I don't know about you, but I really hate enjoying my environment.  I also hope the film covers the extra day of vapidity that the pure-hearted athlete apparently experienced after riding down that hill due to the fact that thinking a whole three seconds ahead is so mentally taxing.  Then again, I have a feeling that it will be difficult to distinguish it from his regular state of vapidity.

Of course, the fact of the matter is that most of us have our own daredevil dreams whether we admit it or not, and I am no exception.  Recently I found myself watching this video, and I realized that my ultimate fantasy is to one day become a Mavic Test Fred:

I was particularly impressed by the "riding through the sprinkler system" test:

Which was the most rigorous process I'd seen since the "diminutive Frenchman" test:

Naturally, if you're going to become a daredevil cyclist then you need an appropriate wardrobe, and nothing says "daredevil" like a Rock Racing "cycling waistcoat:"

Worn shirtless, of course:

Going sleeveless may not be UCI legal, but it's douchebag mandatory.

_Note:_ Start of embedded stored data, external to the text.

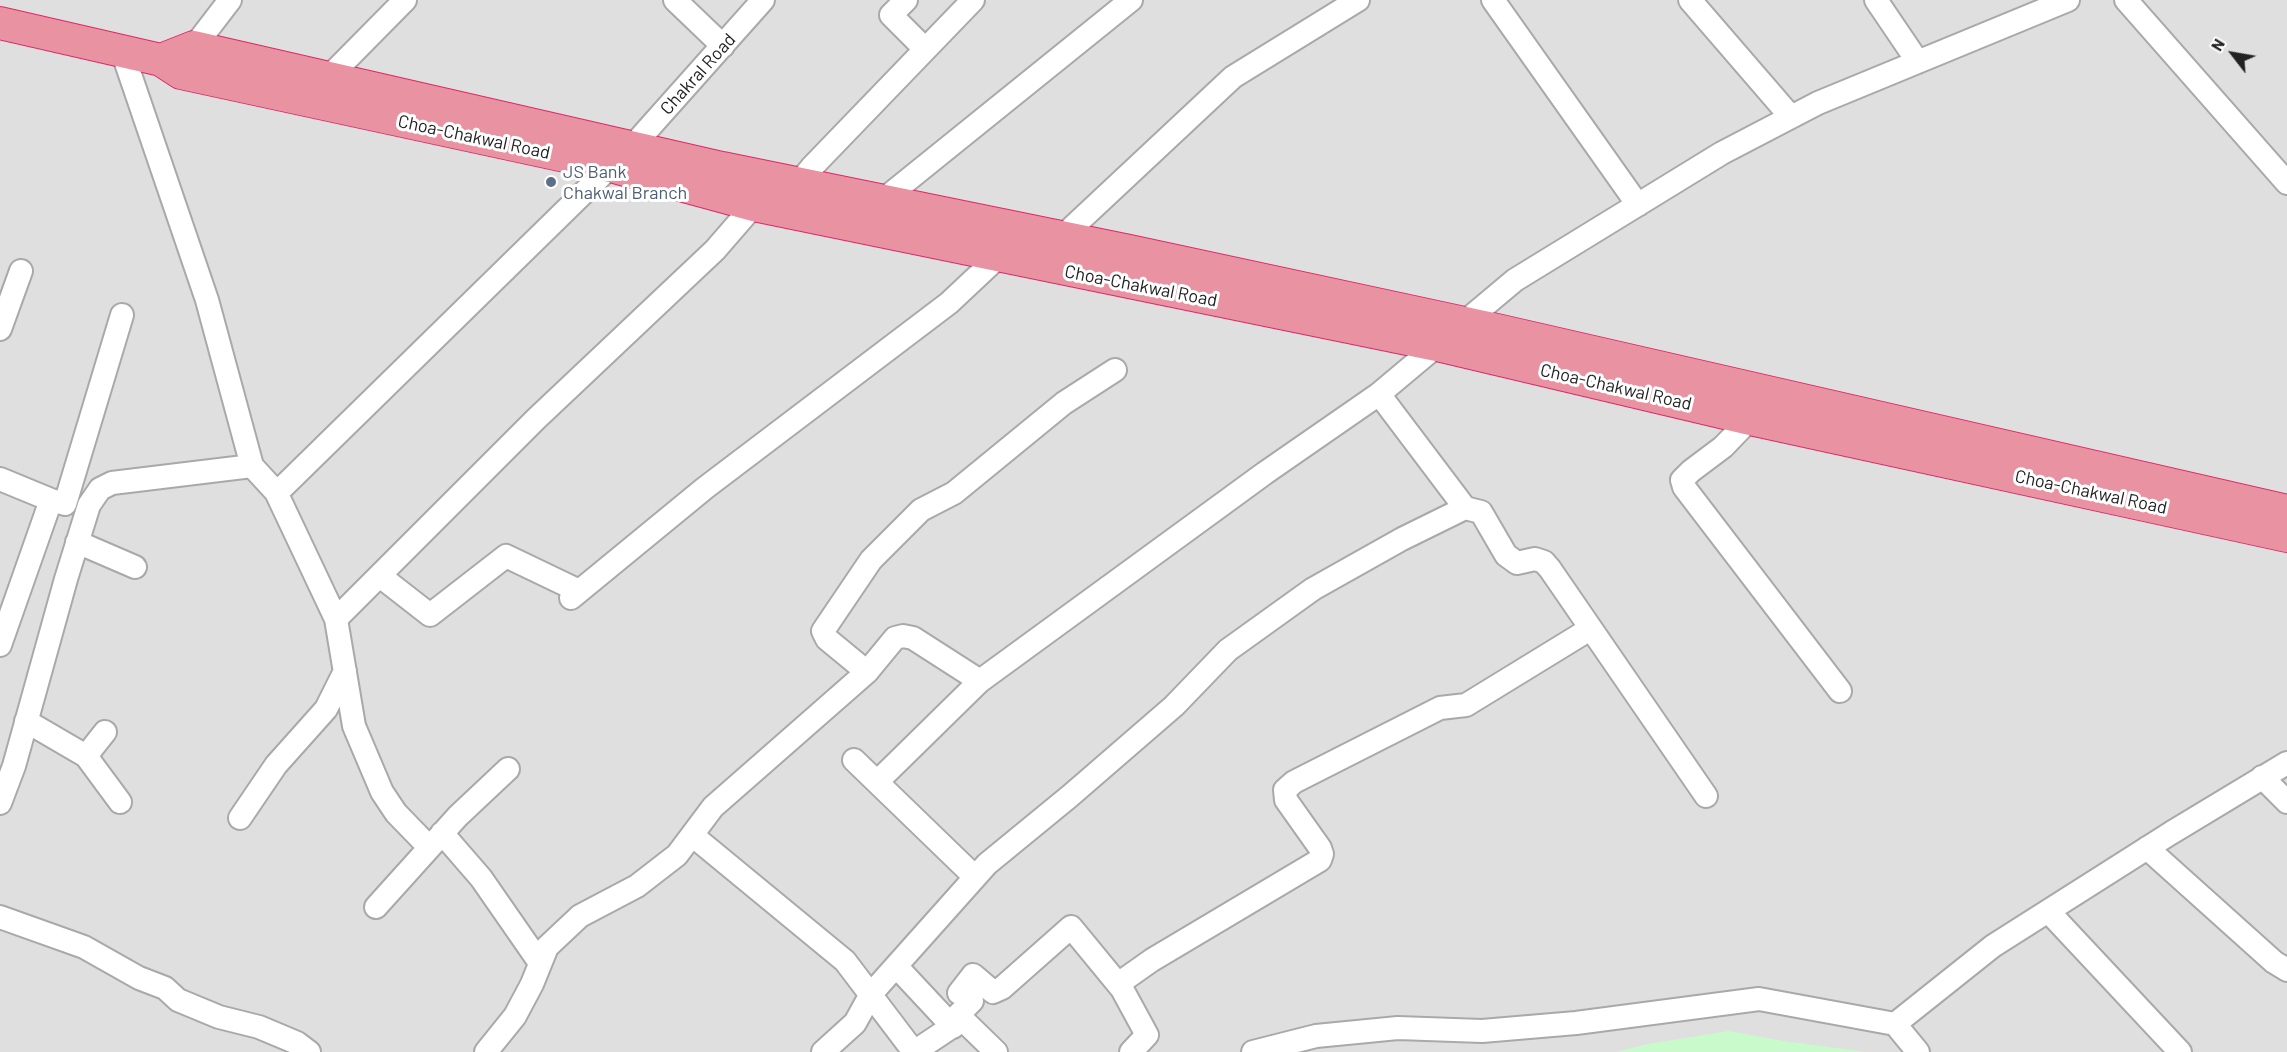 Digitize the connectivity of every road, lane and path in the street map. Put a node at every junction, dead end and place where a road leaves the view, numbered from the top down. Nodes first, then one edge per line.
1 (230, 0) edge
2 (405, 0) edge
3 (675, 0) edge
4 (906, 0) edge
5 (973, 0) edge
6 (1131, 0) edge
7 (1358, 0) edge
8 (1493, 0) edge
9 (1690, 0) edge
10 (1876, 0) edge
11 (2068, 0) edge
12 (2126, 0) edge
13 (757, 2) edge
14 (0, 23) edge
15 (723, 46) junction
16 (194, 47) junction
17 (925, 49) junction
18 (122, 51) junction
19 (161, 60) junction
20 (1918, 62) junction
21 (328, 78) junction
22 (1791, 117) junction
23 (621, 157) junction
24 (799, 183) junction
25 (2287, 183) edge
26 (883, 200) junction
27 (754, 205) junction
28 (1638, 205) junction
29 (1062, 237) junction
30 (998, 257) junction
31 (21, 271) dead end
32 (122, 315) dead end
33 (1464, 323) junction
34 (0, 330) edge
35 (1437, 345) junction
36 (1115, 370) dead end
37 (1379, 394) junction
38 (1750, 418) junction
39 (252, 466) junction
40 (0, 479) edge
41 (276, 492) junction
42 (51, 500) junction
43 (1465, 508) junction
44 (2287, 511) edge
45 (2287, 536) edge
46 (77, 542) junction
47 (135, 567) dead end
48 (380, 576) junction
49 (10, 587) edge
50 (336, 619) junction
51 (1590, 629) junction
52 (0, 645) edge
53 (345, 671) junction
54 (867, 672) junction
55 (980, 681) junction
56 (1840, 691) dead end
57 (26, 721) junction
58 (105, 732) dead end
59 (86, 756) junction
60 (854, 760) dead end
61 (2287, 763) edge
62 (508, 769) dead end
63 (2262, 777) junction
64 (877, 782) junction
65 (1706, 796) dead end
66 (120, 802) dead end
67 (2287, 802) edge
68 (0, 803) edge
69 (240, 818) dead end
70 (692, 835) junction
71 (436, 840) junction
72 (2147, 848) junction
73 (975, 877) junction
74 (376, 907) dead end
75 (2048, 911) junction
76 (0, 917) edge
77 (540, 963) junction
78 (896, 966) junction
79 (2287, 970) edge
80 (1118, 984) junction
81 (871, 994) junction
82 (1895, 1023) junction
83 (958, 1024) junction
84 (309, 1052) edge
85 (486, 1052) edge
86 (823, 1052) edge
87 (996, 1052) edge
88 (1131, 1052) edge
89 (1253, 1052) edge
90 (1918, 1052) edge
91 (2180, 1052) edge

1 - 16 street
2 - 21 street
3 - 15 street
4 - 17 street
5 - 17 street
6 - 26 street
7 - 29 street
8 - 28 street
9 - 22 street
10 - 20 street
11 - 20 street
12 - 25 street
13 - 15 street, Chakral Road
14 - 18 highway, Choa-Chakwal Road
15 - 23 street, Chakral Road
16 - 19 highway
16 - 21 highway
17 - 24 street
18 - 19 highway, Choa-Chakwal Road
18 - 39 street
19 - 23 highway, Choa-Chakwal Road
20 - 22 street
21 - 23 highway
22 - 28 street
23 - 24 highway
23 - 27 highway, Choa-Chakwal Road
23 - 41 street, Chakral Road
24 - 26 highway
26 - 29 highway
27 - 30 highway, Choa-Chakwal Road
27 - 48 street
28 - 33 street
29 - 33 highway
30 - 35 highway, Choa-Chakwal Road
30 - 48 street
31 - 34 street
32 - 42 street
33 - 35 street
33 - 44 highway
35 - 37 street
35 - 38 highway, Choa-Chakwal Road
36 - 54 street
37 - 43 street
37 - 55 street
38 - 45 highway, Choa-Chakwal Road
38 - 56 street
39 - 41 street
39 - 46 street
40 - 42 street
41 - 50 street
42 - 49 street
43 - 51 street
43 - 73 street
46 - 47 street
46 - 57 street
48 - 50 street
49 - 52 street
50 - 53 street
51 - 65 street
51 - 80 street
53 - 69 street
53 - 71 street
54 - 55 street
54 - 70 street
55 - 64 street
57 - 59 street
57 - 68 street
58 - 59 street
59 - 66 street
60 - 64 street
61 - 63 street
62 - 71 street
63 - 67 street
63 - 72 street
64 - 73 street
70 - 77 street
70 - 81 street
71 - 74 street
71 - 77 street
72 - 75 street
72 - 79 street
73 - 78 street
75 - 82 street
75 - 91 street
76 - 84 street
77 - 85 street
78 - 81 street
78 - 83 street
80 - 83 street
80 - 88 street
81 - 83 street
81 - 86 street
82 - 89 street
82 - 90 street
83 - 87 street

But what if you're not a daredevil at heart yet you still want to undertake an "epic" cycling adventure of self-discovery?  Well, you can always follow Huck Finn on your bike, as in this project I saw on the Kicking Starter:

Evidently this trip was not only funded but also happened already, and it was made "primarily by bicycle" even though they drove roughly twice as much as they rode:

Here’s the plan: Leave Houston to New Orleans June 15th and make it to Hannibal by June 30th. The proposed trip is approximately 1000 miles. Our original plan was to bike the entire way, carrying with us everything we needed but we realized the cost of panniers and other bike equipment would put the project out of our reach. So, we plan on driving from campsite to campsite, making it a rule to drive less than 100 miles a day and then doing our daily exploring and looking for pictures on our bicycles. We plan to bike about 50 miles a day. By traveling by primarily by bicycle, we will be able to see what one normally misses when traveling by car or by air– the "in-between", the quiet stretches of nothing, the lonesome truck stops, the Mom and Pop diners and the tiny changes in the terrain and vegetation. This type of touring is conducive to frequent stops and spontaneous interaction with the locals. The only reason we are taking the car is to have a “home-base”, not to cover miles.

There also was a daredevil component, since the trip involved spontaneously reenacting scenes from Huck Finn for total strangers:

In addition to straight documentary work, Logan wishes to connect and communicate with the people along the Mississippi in order to find how he relates to them. He has chosen several key moments in Huck Finn that he wishes to spontaneously reenact with the people we meet on the way. No planning, props limited to what’s around them.

I can't imagine how pretending to be a young delinquent and a runaway slave while riding bicycles in the Deep South could possibly go wrong.

In any case, as I mentioned, this trip actually happened already, and if you invested in it you're no doubt thrilled that it yielded some pretty awesome photos of their breakfast:

They should go to Etritrea next, I hear the eggs are fabulous.